### Instructions for the task
Report only the number of lines that contain the string "KOLLITSCH" in the records below.

Start of Block

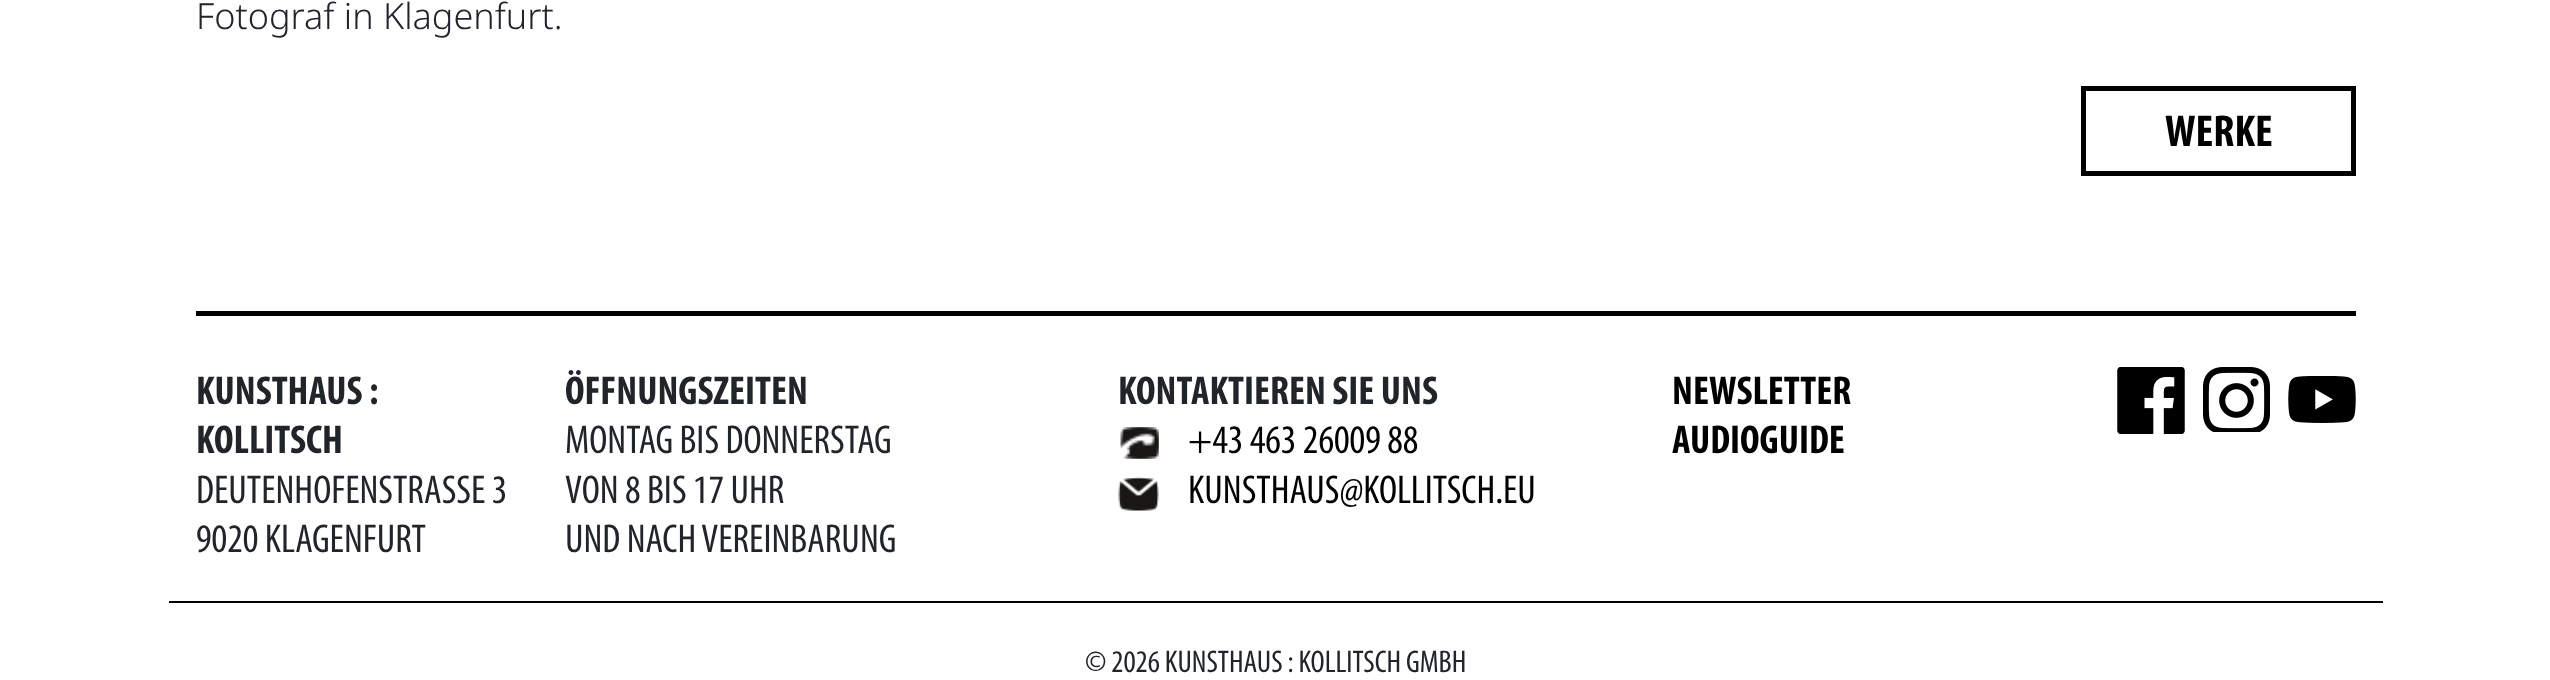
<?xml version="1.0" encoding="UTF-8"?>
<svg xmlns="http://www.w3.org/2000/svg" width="2550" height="680">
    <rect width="100%" height="100%" fill="#FFFFFF"/>
    <text x="196" y="29" font-family="Noto Sans" font-size="36" font-weight="300" fill="#212529">Fotograf in Klagenfurt.</text>
    <rect x="2083.5" y="88.5" width="270" height="85" fill="none" stroke="#000000" stroke-width="5"/>
    <text x="2165" y="146" font-family="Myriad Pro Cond" font-size="45" font-weight="700" fill="#000000">WERKE</text>
    <rect x="196" y="311" width="2160" height="5" fill="#000000"/>
    <text font-family="Myriad Pro Cond" font-size="40.5" font-weight="700" fill="#212529">
        <tspan x="196" y="404">KUNSTHAUS :</tspan>
        <tspan x="196" y="453">KOLLITSCH</tspan>
    </text>
    <text font-family="Myriad Pro Cond" font-size="40.5" fill="#212529">
        <tspan x="196" y="503">DEUTENHOFENSTRASSE 3</tspan>
        <tspan x="196" y="552">9020 KLAGENFURT</tspan>
    </text>
    <text x="565" y="404" font-family="Myriad Pro Cond" font-size="40.5" font-weight="700" fill="#212529">ÖFFNUNGSZEITEN</text>
    <text font-family="Myriad Pro Cond" font-size="40.5" fill="#212529">
        <tspan x="565" y="453">MONTAG BIS DONNERSTAG</tspan>
        <tspan x="565" y="503">VON 8 BIS 17 UHR</tspan>
        <tspan x="565" y="552">UND NACH VEREINBARUNG</tspan>
    </text>
    <text x="1118" y="404" font-family="Myriad Pro Cond" font-size="40.5" font-weight="700" fill="#212529">KONTAKTIEREN SIE UNS</text>
    <image x="1120" y="427" width="39" height="32" href="img_01.png"/>
    <text x="1188" y="453" font-family="Myriad Pro Cond" font-size="40.5" fill="#000000">+43 463 26009 88</text>
    <image x="1118" y="476" width="41" height="35" href="img_02.png"/>
    <text x="1188" y="503" font-family="Myriad Pro Cond" font-size="40.5" fill="#000000">KUNSTHAUS@KOLLITSCH.EU</text>
    <text font-family="Myriad Pro Cond" font-size="40.5" font-weight="700" fill="#000000">
        <tspan x="1672" y="404">NEWSLETTER</tspan>
        <tspan x="1672" y="453">AUDIOGUIDE</tspan>
    </text>
    <image x="2117" y="367" width="68" height="67" href="img_03.png"/>
    <image x="2203" y="367" width="67" height="65" href="img_04.png"/>
    <image x="2288" y="376" width="68" height="47" href="img_05.png"/>
    <rect x="169" y="601" width="2214" height="2" fill="#000000"/>
    <text x="1085" y="672" font-family="Myriad Pro Cond" font-size="31.5" fill="#212529">© 2026 KUNSTHAUS : KOLLITSCH GMBH</text>
</svg>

End of Block

### Result
3